WORK INSTRUCTIONS: In the entries below, find the line with "ring dip: (541, 249)" and print exactly every line from there up to and including the line with "wrist: (701, 247)", with no other lines.

DATA FOR ANALYSIS:
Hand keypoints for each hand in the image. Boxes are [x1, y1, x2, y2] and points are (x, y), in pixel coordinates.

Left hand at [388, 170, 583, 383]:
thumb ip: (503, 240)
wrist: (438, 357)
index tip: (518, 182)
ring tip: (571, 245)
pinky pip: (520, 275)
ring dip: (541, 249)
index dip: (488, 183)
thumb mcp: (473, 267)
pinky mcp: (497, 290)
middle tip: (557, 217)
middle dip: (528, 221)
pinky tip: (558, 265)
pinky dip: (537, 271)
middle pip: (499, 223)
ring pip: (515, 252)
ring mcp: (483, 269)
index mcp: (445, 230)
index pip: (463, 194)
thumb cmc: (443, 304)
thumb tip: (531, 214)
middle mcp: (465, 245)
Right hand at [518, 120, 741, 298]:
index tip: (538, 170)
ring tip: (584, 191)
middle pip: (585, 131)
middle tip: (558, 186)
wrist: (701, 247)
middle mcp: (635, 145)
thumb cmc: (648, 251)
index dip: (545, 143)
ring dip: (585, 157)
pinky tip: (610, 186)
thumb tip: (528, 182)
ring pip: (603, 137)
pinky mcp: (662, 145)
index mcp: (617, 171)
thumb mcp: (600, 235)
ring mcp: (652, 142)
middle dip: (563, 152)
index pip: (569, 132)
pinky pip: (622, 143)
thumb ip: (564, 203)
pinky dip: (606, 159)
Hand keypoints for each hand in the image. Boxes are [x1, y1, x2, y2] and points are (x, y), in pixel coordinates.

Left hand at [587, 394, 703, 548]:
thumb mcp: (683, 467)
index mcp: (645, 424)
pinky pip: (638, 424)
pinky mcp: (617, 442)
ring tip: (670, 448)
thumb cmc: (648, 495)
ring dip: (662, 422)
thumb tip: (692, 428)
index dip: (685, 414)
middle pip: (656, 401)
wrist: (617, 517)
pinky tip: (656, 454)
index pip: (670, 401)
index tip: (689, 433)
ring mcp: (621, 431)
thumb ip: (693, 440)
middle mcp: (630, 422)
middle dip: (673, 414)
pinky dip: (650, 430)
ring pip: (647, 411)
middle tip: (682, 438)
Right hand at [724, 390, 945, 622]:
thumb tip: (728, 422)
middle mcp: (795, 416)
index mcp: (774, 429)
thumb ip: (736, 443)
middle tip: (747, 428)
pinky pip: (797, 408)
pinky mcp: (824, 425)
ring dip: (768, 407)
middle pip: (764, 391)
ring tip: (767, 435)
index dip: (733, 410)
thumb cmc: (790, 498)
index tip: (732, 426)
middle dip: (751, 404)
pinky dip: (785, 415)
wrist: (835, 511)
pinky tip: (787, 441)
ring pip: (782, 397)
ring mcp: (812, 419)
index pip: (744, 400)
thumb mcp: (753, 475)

WRITTEN REPLY:
ring dip: (541, 249)
index dip: (488, 183)
thumb mcp: (473, 267)
pinky mcp: (497, 290)
middle tip: (557, 217)
middle dip: (528, 221)
pinky tip: (558, 265)
pinky dip: (537, 271)
middle pip: (499, 223)
ring pip: (515, 252)
ring mcp: (483, 269)
index mcp: (445, 230)
index pip: (463, 194)
thumb cmc: (443, 304)
thumb tip: (531, 214)
middle mcp: (465, 245)
Right hand at [518, 120, 741, 298]:
index tip: (538, 170)
ring tip: (584, 191)
middle pip: (585, 131)
middle tip: (558, 186)
wrist: (701, 247)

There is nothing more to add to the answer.